[Items listed in a dataset]
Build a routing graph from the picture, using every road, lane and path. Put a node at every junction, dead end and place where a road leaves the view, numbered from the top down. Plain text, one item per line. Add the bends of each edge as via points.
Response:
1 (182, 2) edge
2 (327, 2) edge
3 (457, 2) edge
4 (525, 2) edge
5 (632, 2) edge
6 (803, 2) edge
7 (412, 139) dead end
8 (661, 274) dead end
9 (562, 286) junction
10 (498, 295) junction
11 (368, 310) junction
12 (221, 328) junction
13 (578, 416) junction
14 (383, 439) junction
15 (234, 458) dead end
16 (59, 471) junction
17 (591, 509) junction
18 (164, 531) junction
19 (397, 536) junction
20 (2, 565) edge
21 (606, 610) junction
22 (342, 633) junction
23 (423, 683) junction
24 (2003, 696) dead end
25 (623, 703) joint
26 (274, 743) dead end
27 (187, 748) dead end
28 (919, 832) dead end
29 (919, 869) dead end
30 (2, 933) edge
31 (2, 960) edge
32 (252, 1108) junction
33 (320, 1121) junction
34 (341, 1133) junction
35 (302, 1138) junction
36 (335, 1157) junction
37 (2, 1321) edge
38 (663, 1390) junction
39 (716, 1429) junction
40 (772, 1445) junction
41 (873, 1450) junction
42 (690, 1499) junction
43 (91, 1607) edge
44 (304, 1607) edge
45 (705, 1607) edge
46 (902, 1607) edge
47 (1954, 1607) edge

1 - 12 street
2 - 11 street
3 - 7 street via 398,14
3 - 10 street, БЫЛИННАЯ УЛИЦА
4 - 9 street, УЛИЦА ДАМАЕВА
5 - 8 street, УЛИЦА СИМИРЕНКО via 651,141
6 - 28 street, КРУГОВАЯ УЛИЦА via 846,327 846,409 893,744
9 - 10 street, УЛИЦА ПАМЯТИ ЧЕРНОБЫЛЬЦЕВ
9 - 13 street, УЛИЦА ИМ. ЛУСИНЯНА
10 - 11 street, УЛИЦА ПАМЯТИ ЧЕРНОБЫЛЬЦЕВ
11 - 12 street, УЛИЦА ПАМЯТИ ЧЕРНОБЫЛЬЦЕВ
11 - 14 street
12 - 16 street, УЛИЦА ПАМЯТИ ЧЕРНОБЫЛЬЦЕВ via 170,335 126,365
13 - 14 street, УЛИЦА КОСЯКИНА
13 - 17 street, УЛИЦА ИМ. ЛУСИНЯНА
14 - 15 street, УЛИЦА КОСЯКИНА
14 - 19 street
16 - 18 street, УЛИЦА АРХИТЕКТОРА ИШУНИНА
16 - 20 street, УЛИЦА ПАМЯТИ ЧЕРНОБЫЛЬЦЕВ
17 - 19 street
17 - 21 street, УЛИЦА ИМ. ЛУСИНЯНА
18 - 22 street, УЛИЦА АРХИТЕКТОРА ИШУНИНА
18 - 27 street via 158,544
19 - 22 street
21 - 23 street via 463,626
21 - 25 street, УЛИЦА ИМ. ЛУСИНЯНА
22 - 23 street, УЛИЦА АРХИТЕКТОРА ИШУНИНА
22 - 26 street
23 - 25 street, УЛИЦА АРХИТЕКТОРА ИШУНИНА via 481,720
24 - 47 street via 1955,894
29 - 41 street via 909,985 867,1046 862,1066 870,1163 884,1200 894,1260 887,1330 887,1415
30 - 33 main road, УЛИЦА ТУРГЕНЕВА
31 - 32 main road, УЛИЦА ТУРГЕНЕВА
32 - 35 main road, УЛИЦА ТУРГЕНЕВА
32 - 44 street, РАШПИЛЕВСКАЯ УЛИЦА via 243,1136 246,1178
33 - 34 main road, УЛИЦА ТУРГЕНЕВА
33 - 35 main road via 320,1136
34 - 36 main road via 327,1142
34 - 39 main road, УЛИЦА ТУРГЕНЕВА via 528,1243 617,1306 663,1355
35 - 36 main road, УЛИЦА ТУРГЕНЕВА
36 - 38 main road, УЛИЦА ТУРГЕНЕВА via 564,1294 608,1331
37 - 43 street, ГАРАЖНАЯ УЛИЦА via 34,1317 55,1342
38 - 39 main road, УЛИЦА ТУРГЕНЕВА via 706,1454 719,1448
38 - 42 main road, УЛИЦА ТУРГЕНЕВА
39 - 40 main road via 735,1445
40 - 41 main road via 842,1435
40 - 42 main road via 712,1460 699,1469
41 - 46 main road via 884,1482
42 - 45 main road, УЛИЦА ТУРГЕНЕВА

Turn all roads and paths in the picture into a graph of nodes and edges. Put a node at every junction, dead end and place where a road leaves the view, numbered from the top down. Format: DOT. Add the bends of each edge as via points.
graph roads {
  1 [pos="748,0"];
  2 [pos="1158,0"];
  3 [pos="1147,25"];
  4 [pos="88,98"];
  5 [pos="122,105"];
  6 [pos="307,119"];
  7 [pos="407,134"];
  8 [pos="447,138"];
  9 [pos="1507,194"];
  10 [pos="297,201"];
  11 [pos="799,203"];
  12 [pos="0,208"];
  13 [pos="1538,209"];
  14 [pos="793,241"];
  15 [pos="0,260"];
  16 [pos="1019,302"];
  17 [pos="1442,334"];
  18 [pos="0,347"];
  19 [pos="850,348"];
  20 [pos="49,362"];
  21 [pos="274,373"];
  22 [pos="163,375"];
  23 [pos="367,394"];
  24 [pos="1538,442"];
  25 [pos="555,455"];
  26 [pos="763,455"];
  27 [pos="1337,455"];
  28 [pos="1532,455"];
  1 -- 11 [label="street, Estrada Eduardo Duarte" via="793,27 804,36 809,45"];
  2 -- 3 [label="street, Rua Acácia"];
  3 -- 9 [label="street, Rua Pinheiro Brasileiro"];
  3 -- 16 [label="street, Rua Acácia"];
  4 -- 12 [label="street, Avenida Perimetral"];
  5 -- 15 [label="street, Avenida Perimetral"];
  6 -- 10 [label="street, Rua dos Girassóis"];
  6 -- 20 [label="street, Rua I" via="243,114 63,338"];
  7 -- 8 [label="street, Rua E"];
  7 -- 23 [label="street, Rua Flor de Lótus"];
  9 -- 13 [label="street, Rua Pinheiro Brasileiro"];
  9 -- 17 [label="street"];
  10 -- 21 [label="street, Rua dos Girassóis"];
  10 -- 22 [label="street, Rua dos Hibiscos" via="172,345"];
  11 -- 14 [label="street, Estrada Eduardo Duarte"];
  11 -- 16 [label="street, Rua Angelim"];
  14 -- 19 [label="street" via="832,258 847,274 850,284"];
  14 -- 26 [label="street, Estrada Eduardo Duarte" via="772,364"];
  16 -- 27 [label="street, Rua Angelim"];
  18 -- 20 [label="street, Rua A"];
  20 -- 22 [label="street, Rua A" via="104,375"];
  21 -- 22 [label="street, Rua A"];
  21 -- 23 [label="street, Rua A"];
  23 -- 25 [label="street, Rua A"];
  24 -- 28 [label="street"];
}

About this exercise:
All of the records above need to be printed again exactly as they appear.

Exercise solution:
Build a routing graph from the picture, using every road, lane and path. Put a node at every junction, dead end and place where a road leaves the view, numbered from the top down. Plain text, one item per line. Add the bends of each edge as via points.
Response:
1 (182, 2) edge
2 (327, 2) edge
3 (457, 2) edge
4 (525, 2) edge
5 (632, 2) edge
6 (803, 2) edge
7 (412, 139) dead end
8 (661, 274) dead end
9 (562, 286) junction
10 (498, 295) junction
11 (368, 310) junction
12 (221, 328) junction
13 (578, 416) junction
14 (383, 439) junction
15 (234, 458) dead end
16 (59, 471) junction
17 (591, 509) junction
18 (164, 531) junction
19 (397, 536) junction
20 (2, 565) edge
21 (606, 610) junction
22 (342, 633) junction
23 (423, 683) junction
24 (2003, 696) dead end
25 (623, 703) joint
26 (274, 743) dead end
27 (187, 748) dead end
28 (919, 832) dead end
29 (919, 869) dead end
30 (2, 933) edge
31 (2, 960) edge
32 (252, 1108) junction
33 (320, 1121) junction
34 (341, 1133) junction
35 (302, 1138) junction
36 (335, 1157) junction
37 (2, 1321) edge
38 (663, 1390) junction
39 (716, 1429) junction
40 (772, 1445) junction
41 (873, 1450) junction
42 (690, 1499) junction
43 (91, 1607) edge
44 (304, 1607) edge
45 (705, 1607) edge
46 (902, 1607) edge
47 (1954, 1607) edge

1 - 12 street
2 - 11 street
3 - 7 street via 398,14
3 - 10 street, БЫЛИННАЯ УЛИЦА
4 - 9 street, УЛИЦА ДАМАЕВА
5 - 8 street, УЛИЦА СИМИРЕНКО via 651,141
6 - 28 street, КРУГОВАЯ УЛИЦА via 846,327 846,409 893,744
9 - 10 street, УЛИЦА ПАМЯТИ ЧЕРНОБЫЛЬЦЕВ
9 - 13 street, УЛИЦА ИМ. ЛУСИНЯНА
10 - 11 street, УЛИЦА ПАМЯТИ ЧЕРНОБЫЛЬЦЕВ
11 - 12 street, УЛИЦА ПАМЯТИ ЧЕРНОБЫЛЬЦЕВ
11 - 14 street
12 - 16 street, УЛИЦА ПАМЯТИ ЧЕРНОБЫЛЬЦЕВ via 170,335 126,365
13 - 14 street, УЛИЦА КОСЯКИНА
13 - 17 street, УЛИЦА ИМ. ЛУСИНЯНА
14 - 15 street, УЛИЦА КОСЯКИНА
14 - 19 street
16 - 18 street, УЛИЦА АРХИТЕКТОРА ИШУНИНА
16 - 20 street, УЛИЦА ПАМЯТИ ЧЕРНОБЫЛЬЦЕВ
17 - 19 street
17 - 21 street, УЛИЦА ИМ. ЛУСИНЯНА
18 - 22 street, УЛИЦА АРХИТЕКТОРА ИШУНИНА
18 - 27 street via 158,544
19 - 22 street
21 - 23 street via 463,626
21 - 25 street, УЛИЦА ИМ. ЛУСИНЯНА
22 - 23 street, УЛИЦА АРХИТЕКТОРА ИШУНИНА
22 - 26 street
23 - 25 street, УЛИЦА АРХИТЕКТОРА ИШУНИНА via 481,720
24 - 47 street via 1955,894
29 - 41 street via 909,985 867,1046 862,1066 870,1163 884,1200 894,1260 887,1330 887,1415
30 - 33 main road, УЛИЦА ТУРГЕНЕВА
31 - 32 main road, УЛИЦА ТУРГЕНЕВА
32 - 35 main road, УЛИЦА ТУРГЕНЕВА
32 - 44 street, РАШПИЛЕВСКАЯ УЛИЦА via 243,1136 246,1178
33 - 34 main road, УЛИЦА ТУРГЕНЕВА
33 - 35 main road via 320,1136
34 - 36 main road via 327,1142
34 - 39 main road, УЛИЦА ТУРГЕНЕВА via 528,1243 617,1306 663,1355
35 - 36 main road, УЛИЦА ТУРГЕНЕВА
36 - 38 main road, УЛИЦА ТУРГЕНЕВА via 564,1294 608,1331
37 - 43 street, ГАРАЖНАЯ УЛИЦА via 34,1317 55,1342
38 - 39 main road, УЛИЦА ТУРГЕНЕВА via 706,1454 719,1448
38 - 42 main road, УЛИЦА ТУРГЕНЕВА
39 - 40 main road via 735,1445
40 - 41 main road via 842,1435
40 - 42 main road via 712,1460 699,1469
41 - 46 main road via 884,1482
42 - 45 main road, УЛИЦА ТУРГЕНЕВА

Turn all roads and paths in the picture into a graph of nodes and edges. Put a node at every junction, dead end and place where a road leaves the view, numbered from the top down. Format: DOT. Add the bends of each edge as via points.
graph roads {
  1 [pos="748,0"];
  2 [pos="1158,0"];
  3 [pos="1147,25"];
  4 [pos="88,98"];
  5 [pos="122,105"];
  6 [pos="307,119"];
  7 [pos="407,134"];
  8 [pos="447,138"];
  9 [pos="1507,194"];
  10 [pos="297,201"];
  11 [pos="799,203"];
  12 [pos="0,208"];
  13 [pos="1538,209"];
  14 [pos="793,241"];
  15 [pos="0,260"];
  16 [pos="1019,302"];
  17 [pos="1442,334"];
  18 [pos="0,347"];
  19 [pos="850,348"];
  20 [pos="49,362"];
  21 [pos="274,373"];
  22 [pos="163,375"];
  23 [pos="367,394"];
  24 [pos="1538,442"];
  25 [pos="555,455"];
  26 [pos="763,455"];
  27 [pos="1337,455"];
  28 [pos="1532,455"];
  1 -- 11 [label="street, Estrada Eduardo Duarte" via="793,27 804,36 809,45"];
  2 -- 3 [label="street, Rua Acácia"];
  3 -- 9 [label="street, Rua Pinheiro Brasileiro"];
  3 -- 16 [label="street, Rua Acácia"];
  4 -- 12 [label="street, Avenida Perimetral"];
  5 -- 15 [label="street, Avenida Perimetral"];
  6 -- 10 [label="street, Rua dos Girassóis"];
  6 -- 20 [label="street, Rua I" via="243,114 63,338"];
  7 -- 8 [label="street, Rua E"];
  7 -- 23 [label="street, Rua Flor de Lótus"];
  9 -- 13 [label="street, Rua Pinheiro Brasileiro"];
  9 -- 17 [label="street"];
  10 -- 21 [label="street, Rua dos Girassóis"];
  10 -- 22 [label="street, Rua dos Hibiscos" via="172,345"];
  11 -- 14 [label="street, Estrada Eduardo Duarte"];
  11 -- 16 [label="street, Rua Angelim"];
  14 -- 19 [label="street" via="832,258 847,274 850,284"];
  14 -- 26 [label="street, Estrada Eduardo Duarte" via="772,364"];
  16 -- 27 [label="street, Rua Angelim"];
  18 -- 20 [label="street, Rua A"];
  20 -- 22 [label="street, Rua A" via="104,375"];
  21 -- 22 [label="street, Rua A"];
  21 -- 23 [label="street, Rua A"];
  23 -- 25 [label="street, Rua A"];
  24 -- 28 [label="street"];
}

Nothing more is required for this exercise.